In the additional materials folder we provide a collection of additional lint rules and example notebooks that consider vislint_mpl opinions on a variety of charts sometimes found in the wild.

API

This library consists of a single function that takes two mandatory arguments and an optional third argument

vislint_mpl(axes, fig, configuration={})

  • axes - matplotlib axes object

  • fig - matplotlib figure object

  • configuration - the custom configuration map (see below)

It returns a list of tuples describing which of the tests failed, for example

[
  ("require-titles", "Titles are required"),
  ("no-short-titles", "Short titles are not allowed (must be greater than 1 word)"),
  ("require-axes", "Axes must be labeled"),
  ("require-legend", "A legend must be used")
]

For usage examples, please refer to the test suite.

Custom Configuration Map

The configuration map is the main way that user gets to opt into non-default rules, opt out of standard rules, provide alternative variables, or custom rules. With the exception of custom rules, rules manipulated by placing a key with that rules name in the configuration map and then a corresponding value. Here are the three designed use cases:

  • opt-out: Provide a falsey value as the value to the key, ex "require-legend": False.

  • opt-in: Provide a truthy value as the value to the key, ex "no-complex-titles": True.

  • change parameter: Provide the configuration value you wish for your visualization be checked against, eg "maximum-histogram-bins": 100000.

In addition to manipulating standard rules the user can also provide additional customizable rules through the "custom-rules" key, which expects a list of custom rules. A custom rule is tuple consisting of four values:

(testName, testFunction, defaultTestValue, testFailureMsg)

testName - string describing the test being run, for instance "no-scatterplots"

testFunction - the test function to be evaluated. It should take three arguments (axes, fig, config_value), which are respectively a matplotlib axes object, a matplotlib figure object, and the value to be checked against (though it is not necessary to set this), and return a boolean, True if the test passes, and Fail if the test fails.

defaultTestValue - The value to be passed into third argument of the test function, see above. This value does not have to be meaningful for all tests, for instance, no-radial does not accept any additional configuration value.

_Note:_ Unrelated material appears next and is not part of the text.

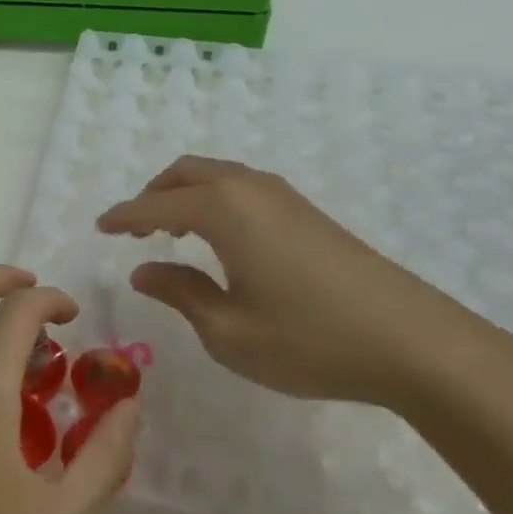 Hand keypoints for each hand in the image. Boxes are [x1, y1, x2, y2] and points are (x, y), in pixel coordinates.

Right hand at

testFailureMsg - A string to present to the user when the test has fail, for instance "Radial charts are not allowed". This should be short and sweet and should follow the typical terse lint explanation style.

Testing

This library is kept in check by running unit tests over the various lint rules. Our tests can be run via:

pytest -vv general_lint_tests.py

Installing

(Instruction for mac only)

Again we highlight that this is an extremely early stage prototype, so genuinely recommend that you do not try to use it for anything. That said, if you are really motivated to do so, we now provide installation instructions. We include a pretty wide variety of packages to proof of concept this work, so buyer beware. One such example is that we require that tesseract be installed (for OCR), this can be done on mac via:

brew install tesseract

Once done, clone this repository, cd into it then, boot up a python virtualenv by running

source bin/activate

Then install of the relevant packages.

pip install -r requirements.txt

Now you should be all set to go!

Additional Materials

In the additional materials folder, we have included a speculative list of a wide variety of additional lint rules, along with notes as to how they might be created. As noted above in the additional materials section we present several notebooks of interest. In order to run these, first have jupyter installed, activate in the same fashion as noted above, and then run:

jupyter notebook

It may be necessary to also run ipython kernel install --user in order to get everything installe correctly.

Of particular note, we have provided the notebook used to produce the figure found in the paper associated with this work. That graphic is drawn from the sprawling github Jupyter notebook corpus found here. The figure used in the paper is drawn from a reconstruction of the original notebook (rebuild_of_nb_266110) which we present along side the original (nb_266110) for transparency.